The SERPENTINE consortium observed directly the first 100 shock waves of Solar Cycle 25

Interplanetary (IP) shock waves are efficient “natural particle accelerators” and fundamental constituents of the heliosphere, where they propagate due to solar activity phenomena such as Coronal Mass Ejections (CMEs).

The SERPENTINE consortium is exploiting the observational window provided by the novel missions to study IP shocks in the inner heliosphere as we approach solar maximum. Part of the effort is to build a catalog of in-situ shocks, where such transient events are identified and fully characterized. To this end, a semi-automated pipeline has been developed by the consortium, where shocks are identified within in-situ measurements time series. The shock parameters and features are then computed. Such a catalogue is particularly novel for the Solar Orbiter mission, yielding measurements with unprecedented levels of time-energy resolution at low heliocentric distances.

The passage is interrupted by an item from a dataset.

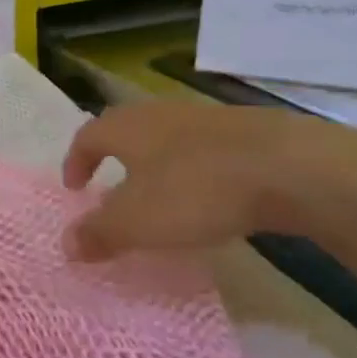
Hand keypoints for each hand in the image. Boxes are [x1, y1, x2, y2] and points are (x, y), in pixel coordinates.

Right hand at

Figure 1: Solar Orbiter trajectory (black line) from April 2020 to January 2024, in a frame of reference where the Sun and Earth are fixed (yellow and blue dot, respectively). Red dots along the trajectory represent shock candidates in the SERPENTINE Solar Orbiter shock catalogue.

The Solar Orbiter shock catalogue recently reached 100 shock candidates from 2020 to 2023 (see Figure 1 for a graphical representation), a dataset with large potential for discovery, as we are observing IP shocks at different heliocentric distances and in a very wide variety of regimes. For instance, preliminary analyses have shown that the local solar wind disturbances encountered by IP shock through their journey in the heliosphere strongly affect particle acceleration in the suprathermal (~ tens of keV) energy range, while the behavior of higher energy particles is less sensitive to such local irregularities.